Орхидея не испытывала никакой жалости ко всем этим людям, которые в течение четырех лет преследовали ее своей потаенной ненавистью лишь за ее принадлежность к иной расе и за цвет кожи, а теперь открыто обвинили ее в убийстве мужа, которого она обожала. И если ей доведется поговорить с Гертрудой с глазу на глаз... уж тогда она применит все средства, чтобы развязать ей язык.

Но, сидя в экипаже, который вез ее по освещенным бледным солнцем набережным Парижа, она вдруг почувствовала себя менее агрессивной и напряженной, более спокойной. Может быть, сказывалось то, что она хорошо выспалась, может быть, такие мелкие детали, как то, что завтрак гордая Луизетта по доброй воле принесла ей в постель. Или на нее расслабляюще подействовало неяркое солнце и тепло, пришедшее на смену холоду и пасмурному небу. В общем, настроение ее переменилось. Она уже начала с иронией относиться к собственному решению всегда держать при себе огнестрельное оружие, так что на этот раз оставила револьвер на столике около кровати.

И все же, когда фиакр поворачивал на бульвар Малерб, она поняла, что полиция по-прежнему озабочена ее безопасностью: за ее экипажем на некотором расстоянии ехал на велосипеде инспектор Пенсон, в надвинутой по самые брови кепке, из-под которой торчал только его нос. Сперва это ее рассмешило, потом она заставила себя переключиться на мысли о том, какие вопросы она задаст сумасшедшей.

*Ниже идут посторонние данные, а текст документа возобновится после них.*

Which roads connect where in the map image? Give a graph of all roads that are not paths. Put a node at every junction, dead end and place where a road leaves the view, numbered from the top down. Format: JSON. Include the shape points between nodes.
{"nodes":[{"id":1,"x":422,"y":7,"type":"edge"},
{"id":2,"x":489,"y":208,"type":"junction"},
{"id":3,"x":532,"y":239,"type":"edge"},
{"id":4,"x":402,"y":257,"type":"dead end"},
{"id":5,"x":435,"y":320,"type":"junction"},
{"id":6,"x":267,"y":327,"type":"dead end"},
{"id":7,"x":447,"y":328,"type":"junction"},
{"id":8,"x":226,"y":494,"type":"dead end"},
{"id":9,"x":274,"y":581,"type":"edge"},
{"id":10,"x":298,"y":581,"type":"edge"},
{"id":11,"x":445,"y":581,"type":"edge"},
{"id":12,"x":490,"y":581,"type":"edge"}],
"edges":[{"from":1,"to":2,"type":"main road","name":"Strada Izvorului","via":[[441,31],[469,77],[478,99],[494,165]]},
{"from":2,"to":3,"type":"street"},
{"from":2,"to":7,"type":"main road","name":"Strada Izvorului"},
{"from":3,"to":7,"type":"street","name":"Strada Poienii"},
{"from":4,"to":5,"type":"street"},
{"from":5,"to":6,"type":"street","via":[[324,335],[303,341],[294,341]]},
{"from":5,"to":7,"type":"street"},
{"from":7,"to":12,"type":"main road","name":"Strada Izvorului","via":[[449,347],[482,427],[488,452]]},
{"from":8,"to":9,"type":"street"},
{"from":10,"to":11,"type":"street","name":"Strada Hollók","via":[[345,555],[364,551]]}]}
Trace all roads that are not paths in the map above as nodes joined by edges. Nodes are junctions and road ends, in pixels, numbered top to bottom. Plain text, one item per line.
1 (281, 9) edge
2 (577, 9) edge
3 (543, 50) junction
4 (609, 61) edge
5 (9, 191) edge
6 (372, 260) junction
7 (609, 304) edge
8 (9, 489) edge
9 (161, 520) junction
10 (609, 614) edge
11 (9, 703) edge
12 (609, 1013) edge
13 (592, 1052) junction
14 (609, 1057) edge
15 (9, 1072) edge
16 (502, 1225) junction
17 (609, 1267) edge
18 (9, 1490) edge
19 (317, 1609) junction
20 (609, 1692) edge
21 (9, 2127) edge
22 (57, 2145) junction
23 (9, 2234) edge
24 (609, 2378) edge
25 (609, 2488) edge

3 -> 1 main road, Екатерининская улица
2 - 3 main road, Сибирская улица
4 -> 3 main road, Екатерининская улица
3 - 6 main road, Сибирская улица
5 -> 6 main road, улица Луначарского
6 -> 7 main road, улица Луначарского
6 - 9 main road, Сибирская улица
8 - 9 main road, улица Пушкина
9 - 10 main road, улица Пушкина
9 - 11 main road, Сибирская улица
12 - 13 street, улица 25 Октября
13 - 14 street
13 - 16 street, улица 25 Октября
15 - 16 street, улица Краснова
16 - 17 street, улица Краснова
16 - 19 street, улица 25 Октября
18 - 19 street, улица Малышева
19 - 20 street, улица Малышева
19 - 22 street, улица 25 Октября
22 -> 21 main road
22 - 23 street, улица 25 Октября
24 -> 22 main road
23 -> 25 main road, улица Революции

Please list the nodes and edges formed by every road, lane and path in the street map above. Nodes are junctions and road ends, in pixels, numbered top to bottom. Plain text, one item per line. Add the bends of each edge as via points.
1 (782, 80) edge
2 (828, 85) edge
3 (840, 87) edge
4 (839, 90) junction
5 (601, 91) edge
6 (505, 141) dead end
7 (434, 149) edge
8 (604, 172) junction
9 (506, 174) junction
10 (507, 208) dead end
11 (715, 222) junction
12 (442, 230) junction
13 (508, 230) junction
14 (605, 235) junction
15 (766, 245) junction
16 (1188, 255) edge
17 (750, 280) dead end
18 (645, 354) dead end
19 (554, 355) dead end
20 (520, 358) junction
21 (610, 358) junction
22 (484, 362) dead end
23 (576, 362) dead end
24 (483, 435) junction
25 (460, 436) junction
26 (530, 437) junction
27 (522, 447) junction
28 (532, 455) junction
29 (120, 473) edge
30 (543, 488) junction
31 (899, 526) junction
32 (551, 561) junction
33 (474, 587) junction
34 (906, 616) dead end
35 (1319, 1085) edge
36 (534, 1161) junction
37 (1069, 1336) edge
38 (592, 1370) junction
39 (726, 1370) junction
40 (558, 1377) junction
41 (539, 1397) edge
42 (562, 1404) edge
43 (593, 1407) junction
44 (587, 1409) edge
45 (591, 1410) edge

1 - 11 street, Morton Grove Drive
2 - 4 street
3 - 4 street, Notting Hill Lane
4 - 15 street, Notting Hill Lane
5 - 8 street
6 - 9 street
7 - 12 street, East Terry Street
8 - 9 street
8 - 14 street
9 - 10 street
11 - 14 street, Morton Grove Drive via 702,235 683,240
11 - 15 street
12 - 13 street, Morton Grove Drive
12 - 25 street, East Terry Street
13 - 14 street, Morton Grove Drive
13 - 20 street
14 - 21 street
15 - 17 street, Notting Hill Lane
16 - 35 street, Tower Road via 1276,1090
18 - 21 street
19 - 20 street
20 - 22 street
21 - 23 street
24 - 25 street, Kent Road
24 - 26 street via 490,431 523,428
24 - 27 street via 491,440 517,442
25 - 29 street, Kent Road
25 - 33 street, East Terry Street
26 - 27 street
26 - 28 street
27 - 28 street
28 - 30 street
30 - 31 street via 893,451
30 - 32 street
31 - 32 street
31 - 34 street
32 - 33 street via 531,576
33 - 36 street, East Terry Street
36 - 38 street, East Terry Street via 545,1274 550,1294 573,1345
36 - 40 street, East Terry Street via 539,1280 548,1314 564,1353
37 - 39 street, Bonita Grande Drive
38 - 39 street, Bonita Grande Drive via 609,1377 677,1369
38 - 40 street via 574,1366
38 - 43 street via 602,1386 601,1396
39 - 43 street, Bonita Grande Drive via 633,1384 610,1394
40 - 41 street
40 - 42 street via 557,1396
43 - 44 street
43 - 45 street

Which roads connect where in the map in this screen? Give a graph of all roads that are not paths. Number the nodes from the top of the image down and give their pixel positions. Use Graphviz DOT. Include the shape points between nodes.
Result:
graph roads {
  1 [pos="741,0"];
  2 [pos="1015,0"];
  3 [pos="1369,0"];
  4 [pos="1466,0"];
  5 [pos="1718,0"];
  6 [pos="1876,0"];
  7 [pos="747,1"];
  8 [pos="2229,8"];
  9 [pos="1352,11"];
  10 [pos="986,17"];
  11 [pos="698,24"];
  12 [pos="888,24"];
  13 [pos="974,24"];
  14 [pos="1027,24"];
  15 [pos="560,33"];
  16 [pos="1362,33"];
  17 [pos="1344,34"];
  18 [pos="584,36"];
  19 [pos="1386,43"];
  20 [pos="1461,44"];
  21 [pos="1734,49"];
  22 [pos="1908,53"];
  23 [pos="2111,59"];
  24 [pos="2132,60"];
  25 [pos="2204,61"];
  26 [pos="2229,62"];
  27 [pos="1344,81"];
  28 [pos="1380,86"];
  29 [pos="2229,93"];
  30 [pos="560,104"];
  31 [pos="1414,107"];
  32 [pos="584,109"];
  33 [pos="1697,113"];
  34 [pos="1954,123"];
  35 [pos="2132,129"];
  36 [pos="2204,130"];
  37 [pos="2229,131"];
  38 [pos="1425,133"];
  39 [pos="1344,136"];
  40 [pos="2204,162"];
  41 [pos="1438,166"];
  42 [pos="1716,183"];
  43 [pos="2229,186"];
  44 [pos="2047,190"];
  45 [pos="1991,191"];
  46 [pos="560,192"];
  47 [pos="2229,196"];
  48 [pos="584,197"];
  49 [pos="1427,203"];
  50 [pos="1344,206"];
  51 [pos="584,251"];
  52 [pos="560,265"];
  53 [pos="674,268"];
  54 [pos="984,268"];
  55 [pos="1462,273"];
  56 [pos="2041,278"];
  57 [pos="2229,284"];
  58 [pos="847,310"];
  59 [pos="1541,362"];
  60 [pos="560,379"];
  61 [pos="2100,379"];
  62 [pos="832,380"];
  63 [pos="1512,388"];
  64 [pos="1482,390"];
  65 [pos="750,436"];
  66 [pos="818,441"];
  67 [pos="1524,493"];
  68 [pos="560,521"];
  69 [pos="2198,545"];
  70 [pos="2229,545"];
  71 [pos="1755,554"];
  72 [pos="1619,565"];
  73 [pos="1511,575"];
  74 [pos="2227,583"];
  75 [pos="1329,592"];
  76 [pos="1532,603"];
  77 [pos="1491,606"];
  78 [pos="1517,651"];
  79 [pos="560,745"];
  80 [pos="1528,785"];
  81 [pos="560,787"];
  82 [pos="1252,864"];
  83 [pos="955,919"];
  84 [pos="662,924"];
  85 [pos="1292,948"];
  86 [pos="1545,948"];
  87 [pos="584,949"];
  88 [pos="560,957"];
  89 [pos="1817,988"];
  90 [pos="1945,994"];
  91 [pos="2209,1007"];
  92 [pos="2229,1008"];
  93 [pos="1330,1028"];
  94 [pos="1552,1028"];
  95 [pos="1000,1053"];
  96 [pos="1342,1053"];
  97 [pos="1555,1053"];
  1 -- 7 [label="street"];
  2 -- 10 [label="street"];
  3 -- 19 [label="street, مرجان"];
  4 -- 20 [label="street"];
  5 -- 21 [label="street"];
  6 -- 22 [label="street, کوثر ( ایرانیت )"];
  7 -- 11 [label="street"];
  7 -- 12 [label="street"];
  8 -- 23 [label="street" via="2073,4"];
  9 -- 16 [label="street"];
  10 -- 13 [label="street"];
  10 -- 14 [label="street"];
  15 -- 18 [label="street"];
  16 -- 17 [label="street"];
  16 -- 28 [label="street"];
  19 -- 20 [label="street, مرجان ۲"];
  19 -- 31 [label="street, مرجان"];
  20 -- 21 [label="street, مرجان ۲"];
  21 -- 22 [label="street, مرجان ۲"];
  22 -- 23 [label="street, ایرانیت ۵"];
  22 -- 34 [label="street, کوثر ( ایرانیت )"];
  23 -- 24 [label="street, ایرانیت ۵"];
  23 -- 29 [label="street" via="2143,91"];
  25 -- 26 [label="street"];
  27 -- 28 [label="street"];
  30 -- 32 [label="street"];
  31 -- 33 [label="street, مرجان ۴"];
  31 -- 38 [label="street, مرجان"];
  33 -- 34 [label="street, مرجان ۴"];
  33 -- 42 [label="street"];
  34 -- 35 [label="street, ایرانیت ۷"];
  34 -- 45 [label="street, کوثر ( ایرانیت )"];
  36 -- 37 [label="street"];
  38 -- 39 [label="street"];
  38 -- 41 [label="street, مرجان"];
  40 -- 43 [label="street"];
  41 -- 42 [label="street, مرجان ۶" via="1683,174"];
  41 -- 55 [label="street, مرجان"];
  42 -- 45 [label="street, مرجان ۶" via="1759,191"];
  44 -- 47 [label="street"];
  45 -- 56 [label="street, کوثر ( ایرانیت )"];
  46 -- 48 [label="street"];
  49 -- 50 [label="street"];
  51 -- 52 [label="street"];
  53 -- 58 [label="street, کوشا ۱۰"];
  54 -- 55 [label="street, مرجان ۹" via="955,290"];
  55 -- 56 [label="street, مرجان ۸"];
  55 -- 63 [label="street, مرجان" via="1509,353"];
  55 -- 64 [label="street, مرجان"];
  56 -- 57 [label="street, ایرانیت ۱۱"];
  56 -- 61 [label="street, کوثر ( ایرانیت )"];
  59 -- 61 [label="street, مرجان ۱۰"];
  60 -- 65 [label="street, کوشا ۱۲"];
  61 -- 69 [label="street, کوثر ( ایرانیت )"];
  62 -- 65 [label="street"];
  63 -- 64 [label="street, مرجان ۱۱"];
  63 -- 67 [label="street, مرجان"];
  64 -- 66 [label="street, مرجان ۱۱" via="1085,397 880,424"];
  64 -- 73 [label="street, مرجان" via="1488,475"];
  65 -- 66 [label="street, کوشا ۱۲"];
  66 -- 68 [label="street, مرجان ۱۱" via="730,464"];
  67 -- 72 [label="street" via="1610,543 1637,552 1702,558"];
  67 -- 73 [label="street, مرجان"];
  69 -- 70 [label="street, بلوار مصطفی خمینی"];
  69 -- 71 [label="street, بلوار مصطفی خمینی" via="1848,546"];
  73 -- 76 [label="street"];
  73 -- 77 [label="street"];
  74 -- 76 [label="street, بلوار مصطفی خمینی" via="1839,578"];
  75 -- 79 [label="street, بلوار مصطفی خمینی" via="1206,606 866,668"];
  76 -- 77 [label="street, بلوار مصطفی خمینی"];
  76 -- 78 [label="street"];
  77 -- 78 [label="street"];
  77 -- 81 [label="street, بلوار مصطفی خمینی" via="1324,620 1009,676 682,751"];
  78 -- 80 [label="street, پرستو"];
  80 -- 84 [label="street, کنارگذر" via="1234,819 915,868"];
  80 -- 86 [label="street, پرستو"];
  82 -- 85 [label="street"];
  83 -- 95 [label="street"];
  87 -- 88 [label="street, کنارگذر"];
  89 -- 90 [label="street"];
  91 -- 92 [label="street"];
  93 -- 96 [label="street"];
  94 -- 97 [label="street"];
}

Подъехав к больнице, Орхидея попросила кучера подождать ее: она не хотела искать редкий в том районе экипаж, чтобы вернуться домой. Казалось, на всем пространстве от бульвара и до строгих строений Сальпетриер не было ни души. Строения эти действительно нельзя быль назвать привлекательными: невысокие, длинные, выкрашенные в серый цвет, с решетками на окнах, покрытые крупной, грубой черепицей; и над всем этим комплексом господствовал несуразный восьмигранный купол. Все это нагромождение построек, возведенных еще во времена Людовика XIV, вызывало недвусмысленную ассоциацию с тюрьмой. Впрочем, отчасти так оно и было. Когда же она вошла внутрь, то сперва растерялась, не зная, каким образом ей удастся найти Гертруду в этом лабиринте, который навевал ассоциации с совсем другой эпохой.

Но розыск оказался неожиданно простым делом, поскольку сразу у входа под сводом древней стены располагалась камера сторожа, с висевшей над нею надписью «Справки». Вопрос Орхидеи не заставил сторожа ломать голову, ведь всего час назад навестить мадам Муре уже приходила некая дама.